Как, кстати, и я. Меня даже наградили, за то, что я не раз и не два оставалась на своем посту во время бандеровских налетов, то авиационных, а в последнее время больше артиллерийских – операция же идет, ее не остановишь. А Ада так и осталась без медали, хотя как мне кажется, заслужила ее намного более моего.
И когда ее доставили с руками, нашпигованными осколками, и с ранами в боку, именно мне довелось оперировать подругу, и, как мне кажется, весьма успешно. А вот теперь, в конце обхода, у нас появилось время поговорить по душам.
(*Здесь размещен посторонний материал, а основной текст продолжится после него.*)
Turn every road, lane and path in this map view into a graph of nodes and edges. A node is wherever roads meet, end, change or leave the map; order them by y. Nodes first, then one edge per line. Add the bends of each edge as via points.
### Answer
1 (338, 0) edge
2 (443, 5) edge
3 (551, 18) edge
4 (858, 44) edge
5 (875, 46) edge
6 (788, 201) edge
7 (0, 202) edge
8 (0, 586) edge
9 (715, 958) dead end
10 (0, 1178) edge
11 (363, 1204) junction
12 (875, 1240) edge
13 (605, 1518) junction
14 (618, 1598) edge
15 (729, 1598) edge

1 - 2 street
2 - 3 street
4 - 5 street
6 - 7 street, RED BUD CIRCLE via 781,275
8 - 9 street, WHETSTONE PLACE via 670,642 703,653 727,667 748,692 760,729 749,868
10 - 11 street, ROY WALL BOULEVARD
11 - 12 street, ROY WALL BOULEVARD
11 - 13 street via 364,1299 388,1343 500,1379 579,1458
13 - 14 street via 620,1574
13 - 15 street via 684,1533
– Здравствуй, сестрица! Прости, что так поздно – пациентов множество. А еще какую-то азиатку привезли, в коме.
– Да ладно, главное, ты пришла!
– Что с тобой было? Колись. А то прооперировать я тебя прооперировала, а что случилось, не знаю…
– Марин, давай я тебе все расскажу, только пусть это останется между нами.
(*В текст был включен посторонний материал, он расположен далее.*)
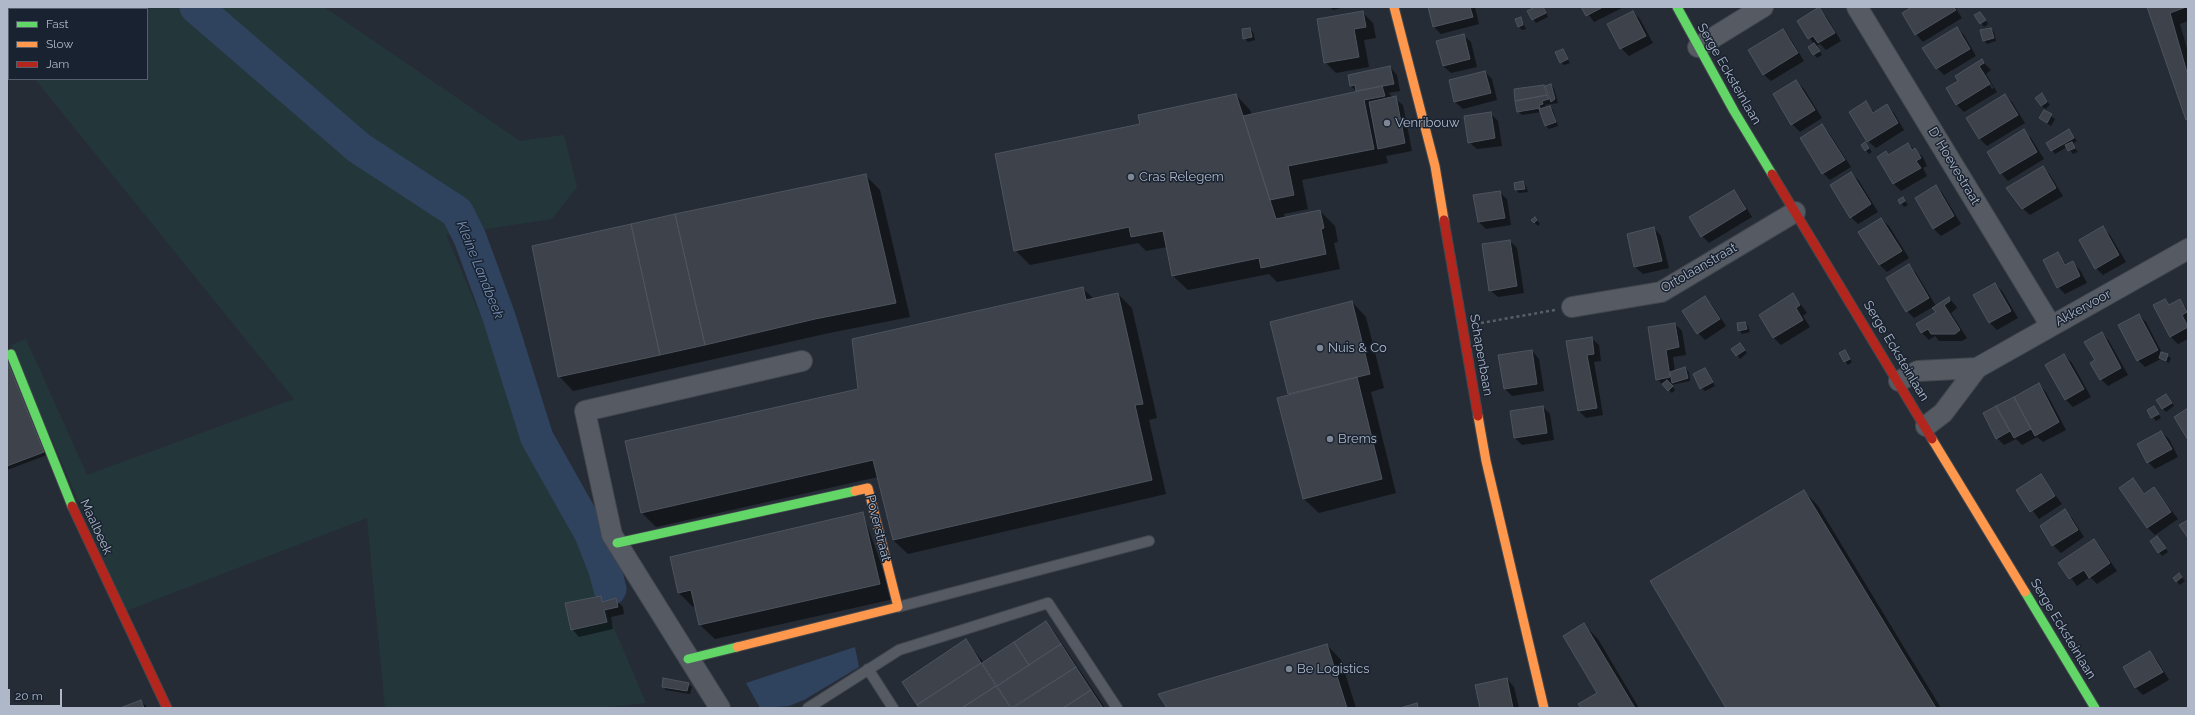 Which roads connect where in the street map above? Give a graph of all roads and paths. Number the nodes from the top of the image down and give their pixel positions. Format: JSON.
{"nodes":[{"id":1,"x":1394,"y":7,"type":"edge"},
{"id":2,"x":1677,"y":7,"type":"edge"},
{"id":3,"x":1763,"y":7,"type":"edge"},
{"id":4,"x":1857,"y":7,"type":"edge"},
{"id":5,"x":1698,"y":47,"type":"junction"},
{"id":6,"x":1795,"y":212,"type":"junction"},
{"id":7,"x":2188,"y":249,"type":"edge"},
{"id":8,"x":1572,"y":307,"type":"joint"},
{"id":9,"x":1463,"y":324,"type":"junction"},
{"id":10,"x":2051,"y":326,"type":"junction"},
{"id":11,"x":11,"y":354,"type":"dead end"},
{"id":12,"x":802,"y":361,"type":"dead end"},
{"id":13,"x":1977,"y":368,"type":"junction"},
{"id":14,"x":1899,"y":381,"type":"junction"},
{"id":15,"x":1926,"y":426,"type":"junction"},
{"id":16,"x":1149,"y":541,"type":"dead end"},
{"id":17,"x":617,"y":543,"type":"junction"},
{"id":18,"x":898,"y":607,"type":"junction"},
{"id":19,"x":688,"y":659,"type":"junction"},
{"id":20,"x":868,"y":670,"type":"junction"},
{"id":21,"x":167,"y":708,"type":"edge"},
{"id":22,"x":720,"y":708,"type":"edge"},
{"id":23,"x":808,"y":708,"type":"edge"},
{"id":24,"x":893,"y":708,"type":"edge"},
{"id":25,"x":1117,"y":708,"type":"edge"},
{"id":26,"x":1544,"y":708,"type":"edge"},
{"id":27,"x":2095,"y":708,"type":"edge"}],
"edges":[{"from":1,"to":9,"type":"street","name":"Schapenbaan"},
{"from":2,"to":5,"type":"street","name":"Serge Ecksteinlaan"},
{"from":3,"to":5,"type":"street"},
{"from":4,"to":10,"type":"street","name":"D' Hoevestraat"},
{"from":5,"to":6,"type":"street","name":"Serge Ecksteinlaan"},
{"from":6,"to":8,"type":"street","name":"Ortolaanstraat"},
{"from":6,"to":14,"type":"street","name":"Serge Ecksteinlaan"},
{"from":7,"to":10,"type":"street","name":"Akkervoor"},
{"from":8,"to":9,"type":"path"},
{"from":9,"to":26,"type":"street","name":"Schapenbaan"},
{"from":10,"to":13,"type":"street","name":"Akkervoor"},
{"from":11,"to":21,"type":"street","name":"Maalbeek"},
{"from":12,"to":17,"type":"street"},
{"from":13,"to":14,"type":"street","name":"Akkervoor"},
{"from":13,"to":15,"type":"street","name":"Akkervoor"},
{"from":14,"to":15,"type":"street","name":"Serge Ecksteinlaan"},
{"from":15,"to":27,"type":"street","name":"Serge Ecksteinlaan"},
{"from":16,"to":18,"type":"lane"},
{"from":17,"to":18,"type":"street","name":"Poverstraat"},
{"from":17,"to":19,"type":"street"},
{"from":18,"to":19,"type":"street"},
{"from":19,"to":22,"type":"street"},
{"from":20,"to":23,"type":"lane"},
{"from":20,"to":24,"type":"lane"},
{"from":20,"to":25,"type":"lane"}]}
Я приготовилась было выслушать историю про любовь, но то, что она рассказала, меня огорошило. Люди из прошлого – подумать только! Расскажи мне об этом кто-нибудь другой, и я бы подумала, что мой собеседник либо меня разыгрывает, либо сошел с ума, но Аде я безоговорочно верила.
– Так, значит, белый офицер, ковпаковец и тувинец?
– Тувинский доброволец. Как твой дед.
Да, дедушка, Ооржак-оол Балдан… Пошел воевать после того, как на его брата пришла похоронка. Женился на моей бабушке и осел в Макеевке, откуда она была родом. Его я, увы, не помню – он умер, когда мне был год, – но папа много о нем рассказывал, когда я была маленькой.
Мой любимый папочка, Кечил-оол Балдан… Помню его в детстве – бесстрастное смуглое лицо, так преображавшееся, когда он улыбался… А потом на шахте имени Кирова в моей родной Макеевке произошел взрыв метана, и я помню, как вернулась из школы, а мама в одночасье поседела – папино тело подняли на поверхность одним из первых.
Через сорок дней мама объявила нам, что мы возвращаемся в ее родную станицу Луганскую, и с тех пор я жила там – до того дня, как поступила в медицинский в Донецке.
– Его зовут… Тулуш, да, Кызыл-оол Тулуш. А других – поручик Белой армии Андрей Фольмер и старший лейтенант Михаил Студзинский. Он, кстати, вроде из станицы Луганской.
– Студзинский, говоришь? Девичья фамилия моей мамы – Студзинская. Вот только не осталось Студзинских в нашей станице, кроме нее. А как его зовут?
– Михаил Григорьевич.
Я побледнела – конечно, при смуглой коже это не так заметно, но Ада на меня посмотрела и спросила:
– Сестренка, что с тобой?
– Так звали дедушкиного старшего брата. Вскоре после освобождения Луганской от него пришло письмо – так-то и так-то, жив, здоров, чего и вам желаю, бью немца, а где – сказать не могу. Всех вас обнимаю… Дедушка мне это письмо показывал. Сам он, равно как и деда Гриша, мой прадедушка, ушел в партизаны – прадеда убили, дед, которому и было-то шестнадцать лет на конец войны, стал «сыном полка»…
– Интересно. Надеюсь тебя познакомить с Михаилом.
– А не влюбилась ты в него часом?
– Ты знаешь, мне все трое нравятся…
– Вот только Михаил Григорьевич на самом деле не Студзинский, а Апостолов. Его настоящий отец был казачьим офицером и умер в двадцать втором, что ли, году. Твой родственник, скорее всего, ты же из станичных Апостоловых.
Ада побледнела – судя по всему, она отдавала предпочтение именно брату моего дедушки…
– Марин, ты не поверишь – если это так, то Миша Студзинский – младший брат моего прадеда… Слыхала я, что прапрабабушка вышла во второй раз замуж то ли за немца, то ли за поляка. Но мой прапрадед – казачий урядник из станицы.
– Ладно, не бери в голову, а, главное, выздоравливай. А мне нужно обход сделать. Потом еще поболтаем.